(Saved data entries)
☆ ☆ ☆ ☆ ☆
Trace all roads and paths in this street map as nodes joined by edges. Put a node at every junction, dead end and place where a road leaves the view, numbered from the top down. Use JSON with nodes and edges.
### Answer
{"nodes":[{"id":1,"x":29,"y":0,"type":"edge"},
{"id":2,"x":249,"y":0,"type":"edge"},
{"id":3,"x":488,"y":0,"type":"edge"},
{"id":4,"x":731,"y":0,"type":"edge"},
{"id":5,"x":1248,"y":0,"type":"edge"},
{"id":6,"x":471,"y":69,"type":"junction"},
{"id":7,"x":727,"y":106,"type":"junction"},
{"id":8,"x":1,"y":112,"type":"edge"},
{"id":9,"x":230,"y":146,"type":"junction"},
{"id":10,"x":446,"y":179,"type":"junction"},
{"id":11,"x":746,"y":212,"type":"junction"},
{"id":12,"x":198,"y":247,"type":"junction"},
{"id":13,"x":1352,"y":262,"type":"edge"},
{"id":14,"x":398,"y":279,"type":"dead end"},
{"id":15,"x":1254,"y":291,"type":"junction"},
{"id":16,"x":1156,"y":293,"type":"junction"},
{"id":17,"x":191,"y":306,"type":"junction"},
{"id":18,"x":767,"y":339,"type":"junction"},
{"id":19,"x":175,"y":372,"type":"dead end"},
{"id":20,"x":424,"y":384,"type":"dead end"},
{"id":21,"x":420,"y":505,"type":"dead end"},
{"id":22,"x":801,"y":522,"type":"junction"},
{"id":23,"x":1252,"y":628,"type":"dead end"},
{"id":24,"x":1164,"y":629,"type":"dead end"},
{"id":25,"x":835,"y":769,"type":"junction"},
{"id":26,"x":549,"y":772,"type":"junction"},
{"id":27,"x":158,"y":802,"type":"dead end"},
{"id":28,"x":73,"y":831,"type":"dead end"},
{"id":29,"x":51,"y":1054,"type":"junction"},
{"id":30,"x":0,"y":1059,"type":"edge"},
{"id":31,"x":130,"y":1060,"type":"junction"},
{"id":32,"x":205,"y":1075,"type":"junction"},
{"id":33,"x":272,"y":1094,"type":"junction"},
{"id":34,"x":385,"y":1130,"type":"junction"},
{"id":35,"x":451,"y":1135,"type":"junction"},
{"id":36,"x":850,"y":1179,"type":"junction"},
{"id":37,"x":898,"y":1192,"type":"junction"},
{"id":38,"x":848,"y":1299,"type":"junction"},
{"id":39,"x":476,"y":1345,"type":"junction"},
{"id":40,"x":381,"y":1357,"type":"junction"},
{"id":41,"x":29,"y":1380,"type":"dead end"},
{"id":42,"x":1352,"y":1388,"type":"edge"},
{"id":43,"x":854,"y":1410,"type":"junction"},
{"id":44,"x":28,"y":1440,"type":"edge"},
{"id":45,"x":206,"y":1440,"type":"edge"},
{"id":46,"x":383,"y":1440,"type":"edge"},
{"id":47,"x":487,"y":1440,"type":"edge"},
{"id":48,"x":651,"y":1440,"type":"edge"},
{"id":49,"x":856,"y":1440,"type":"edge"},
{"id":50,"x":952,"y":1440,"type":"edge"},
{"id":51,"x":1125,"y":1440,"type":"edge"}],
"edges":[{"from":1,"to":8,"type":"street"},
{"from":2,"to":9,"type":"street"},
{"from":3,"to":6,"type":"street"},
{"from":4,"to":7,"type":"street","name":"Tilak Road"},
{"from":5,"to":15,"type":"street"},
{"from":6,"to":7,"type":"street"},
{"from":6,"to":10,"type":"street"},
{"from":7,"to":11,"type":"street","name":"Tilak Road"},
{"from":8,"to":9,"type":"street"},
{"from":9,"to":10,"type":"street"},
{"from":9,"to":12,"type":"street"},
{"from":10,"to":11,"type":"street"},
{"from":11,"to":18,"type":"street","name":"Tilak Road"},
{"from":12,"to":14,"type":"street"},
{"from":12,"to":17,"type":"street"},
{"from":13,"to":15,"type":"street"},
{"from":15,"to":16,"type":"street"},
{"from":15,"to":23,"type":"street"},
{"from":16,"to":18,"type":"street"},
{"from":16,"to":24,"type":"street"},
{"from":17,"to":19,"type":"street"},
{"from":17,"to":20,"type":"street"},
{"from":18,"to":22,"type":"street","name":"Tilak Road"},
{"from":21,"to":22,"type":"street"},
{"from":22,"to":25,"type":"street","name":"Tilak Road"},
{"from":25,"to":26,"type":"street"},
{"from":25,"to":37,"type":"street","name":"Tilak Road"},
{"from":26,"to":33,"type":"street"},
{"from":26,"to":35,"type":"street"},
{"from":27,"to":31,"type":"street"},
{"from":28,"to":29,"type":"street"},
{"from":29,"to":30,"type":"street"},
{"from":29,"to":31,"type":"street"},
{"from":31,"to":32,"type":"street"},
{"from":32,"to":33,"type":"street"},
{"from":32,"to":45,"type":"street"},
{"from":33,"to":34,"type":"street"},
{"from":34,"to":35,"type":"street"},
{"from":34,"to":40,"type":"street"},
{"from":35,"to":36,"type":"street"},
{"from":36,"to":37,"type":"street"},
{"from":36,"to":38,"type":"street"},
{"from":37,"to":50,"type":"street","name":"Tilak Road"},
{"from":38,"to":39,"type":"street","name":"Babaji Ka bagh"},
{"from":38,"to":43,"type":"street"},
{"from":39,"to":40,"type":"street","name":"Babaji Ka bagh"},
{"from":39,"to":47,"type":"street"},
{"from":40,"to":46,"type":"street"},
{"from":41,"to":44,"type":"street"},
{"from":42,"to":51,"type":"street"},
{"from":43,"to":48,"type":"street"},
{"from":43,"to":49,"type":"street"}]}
☆ ☆ ☆ ☆ ☆
The word "bagh" occurs on some lines of the data. Give the number of those lines only.

2